[[ Available data, beginning ]]

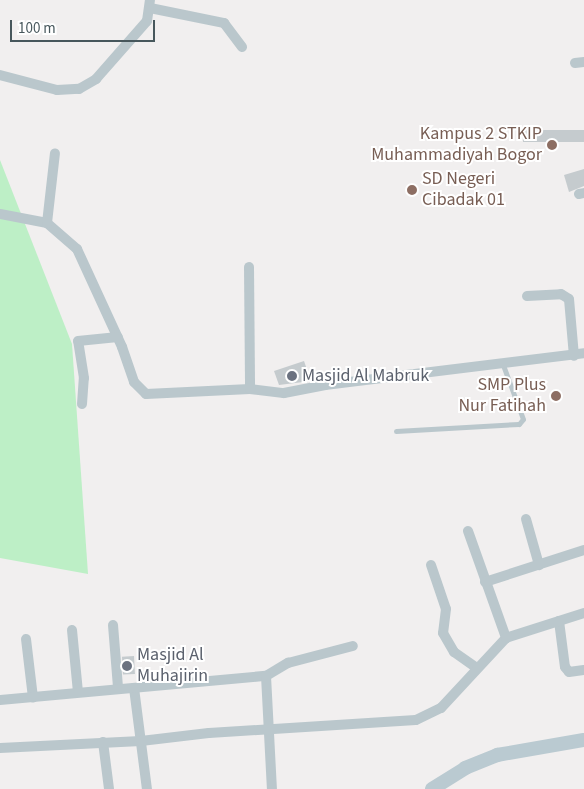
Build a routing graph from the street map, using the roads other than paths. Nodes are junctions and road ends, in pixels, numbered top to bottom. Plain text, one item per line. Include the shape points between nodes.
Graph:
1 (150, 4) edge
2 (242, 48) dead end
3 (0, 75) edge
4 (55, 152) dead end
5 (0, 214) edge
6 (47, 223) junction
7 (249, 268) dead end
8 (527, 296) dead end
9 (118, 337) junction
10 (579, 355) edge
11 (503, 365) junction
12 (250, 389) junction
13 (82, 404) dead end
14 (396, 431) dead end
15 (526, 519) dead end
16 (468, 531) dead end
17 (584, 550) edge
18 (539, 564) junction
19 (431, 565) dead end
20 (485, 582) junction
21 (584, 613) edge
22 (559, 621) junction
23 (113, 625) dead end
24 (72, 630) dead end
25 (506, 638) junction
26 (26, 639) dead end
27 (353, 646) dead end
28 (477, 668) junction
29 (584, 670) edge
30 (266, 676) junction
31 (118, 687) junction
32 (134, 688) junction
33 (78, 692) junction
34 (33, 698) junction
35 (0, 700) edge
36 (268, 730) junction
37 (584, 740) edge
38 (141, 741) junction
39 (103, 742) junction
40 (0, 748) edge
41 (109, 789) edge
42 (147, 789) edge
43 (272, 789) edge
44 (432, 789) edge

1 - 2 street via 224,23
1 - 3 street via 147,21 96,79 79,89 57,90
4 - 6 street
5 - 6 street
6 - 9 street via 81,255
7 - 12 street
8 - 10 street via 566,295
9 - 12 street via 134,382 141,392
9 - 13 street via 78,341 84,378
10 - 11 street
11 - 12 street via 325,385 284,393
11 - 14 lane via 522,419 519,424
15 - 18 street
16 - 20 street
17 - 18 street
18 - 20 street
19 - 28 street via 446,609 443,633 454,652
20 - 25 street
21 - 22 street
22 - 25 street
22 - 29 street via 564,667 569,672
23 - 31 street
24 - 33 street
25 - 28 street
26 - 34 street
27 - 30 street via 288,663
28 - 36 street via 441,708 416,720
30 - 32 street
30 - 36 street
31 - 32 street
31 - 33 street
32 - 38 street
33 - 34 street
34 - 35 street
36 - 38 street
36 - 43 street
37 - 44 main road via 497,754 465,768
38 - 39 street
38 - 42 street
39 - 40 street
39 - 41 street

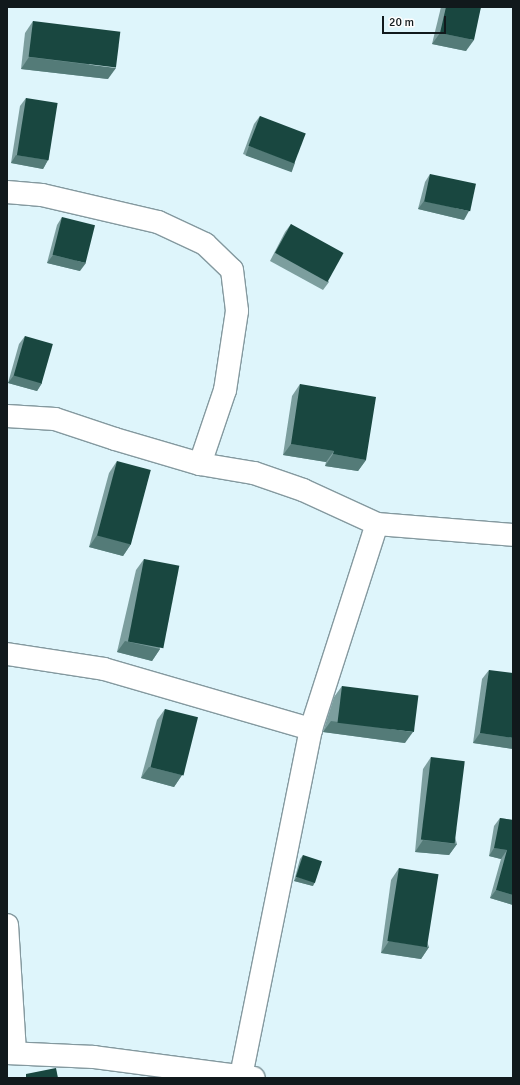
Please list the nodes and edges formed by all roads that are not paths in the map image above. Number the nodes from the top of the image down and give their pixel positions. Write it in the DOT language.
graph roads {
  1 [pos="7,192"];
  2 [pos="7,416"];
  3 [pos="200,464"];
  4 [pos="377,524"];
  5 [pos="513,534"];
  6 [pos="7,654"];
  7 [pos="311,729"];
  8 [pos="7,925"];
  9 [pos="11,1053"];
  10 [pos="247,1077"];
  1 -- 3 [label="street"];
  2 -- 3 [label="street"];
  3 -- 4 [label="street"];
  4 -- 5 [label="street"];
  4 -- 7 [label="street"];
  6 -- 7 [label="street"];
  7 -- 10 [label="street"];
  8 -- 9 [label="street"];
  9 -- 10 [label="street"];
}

[[ Available data, end ]]

* _Exercise details_: Without the pictures, return all the records precisely as they stand.

* _Exercise output_:
Build a routing graph from the street map, using the roads other than paths. Nodes are junctions and road ends, in pixels, numbered top to bottom. Plain text, one item per line. Include the shape points between nodes.
Graph:
1 (150, 4) edge
2 (242, 48) dead end
3 (0, 75) edge
4 (55, 152) dead end
5 (0, 214) edge
6 (47, 223) junction
7 (249, 268) dead end
8 (527, 296) dead end
9 (118, 337) junction
10 (579, 355) edge
11 (503, 365) junction
12 (250, 389) junction
13 (82, 404) dead end
14 (396, 431) dead end
15 (526, 519) dead end
16 (468, 531) dead end
17 (584, 550) edge
18 (539, 564) junction
19 (431, 565) dead end
20 (485, 582) junction
21 (584, 613) edge
22 (559, 621) junction
23 (113, 625) dead end
24 (72, 630) dead end
25 (506, 638) junction
26 (26, 639) dead end
27 (353, 646) dead end
28 (477, 668) junction
29 (584, 670) edge
30 (266, 676) junction
31 (118, 687) junction
32 (134, 688) junction
33 (78, 692) junction
34 (33, 698) junction
35 (0, 700) edge
36 (268, 730) junction
37 (584, 740) edge
38 (141, 741) junction
39 (103, 742) junction
40 (0, 748) edge
41 (109, 789) edge
42 (147, 789) edge
43 (272, 789) edge
44 (432, 789) edge

1 - 2 street via 224,23
1 - 3 street via 147,21 96,79 79,89 57,90
4 - 6 street
5 - 6 street
6 - 9 street via 81,255
7 - 12 street
8 - 10 street via 566,295
9 - 12 street via 134,382 141,392
9 - 13 street via 78,341 84,378
10 - 11 street
11 - 12 street via 325,385 284,393
11 - 14 lane via 522,419 519,424
15 - 18 street
16 - 20 street
17 - 18 street
18 - 20 street
19 - 28 street via 446,609 443,633 454,652
20 - 25 street
21 - 22 street
22 - 25 street
22 - 29 street via 564,667 569,672
23 - 31 street
24 - 33 street
25 - 28 street
26 - 34 street
27 - 30 street via 288,663
28 - 36 street via 441,708 416,720
30 - 32 street
30 - 36 street
31 - 32 street
31 - 33 street
32 - 38 street
33 - 34 street
34 - 35 street
36 - 38 street
36 - 43 street
37 - 44 main road via 497,754 465,768
38 - 39 street
38 - 42 street
39 - 40 street
39 - 41 street

Please list the nodes and edges formed by all roads that are not paths in the map image above. Number the nodes from the top of the image down and give their pixel positions. Write it in the DOT language.
graph roads {
  1 [pos="7,192"];
  2 [pos="7,416"];
  3 [pos="200,464"];
  4 [pos="377,524"];
  5 [pos="513,534"];
  6 [pos="7,654"];
  7 [pos="311,729"];
  8 [pos="7,925"];
  9 [pos="11,1053"];
  10 [pos="247,1077"];
  1 -- 3 [label="street"];
  2 -- 3 [label="street"];
  3 -- 4 [label="street"];
  4 -- 5 [label="street"];
  4 -- 7 [label="street"];
  6 -- 7 [label="street"];
  7 -- 10 [label="street"];
  8 -- 9 [label="street"];
  9 -- 10 [label="street"];
}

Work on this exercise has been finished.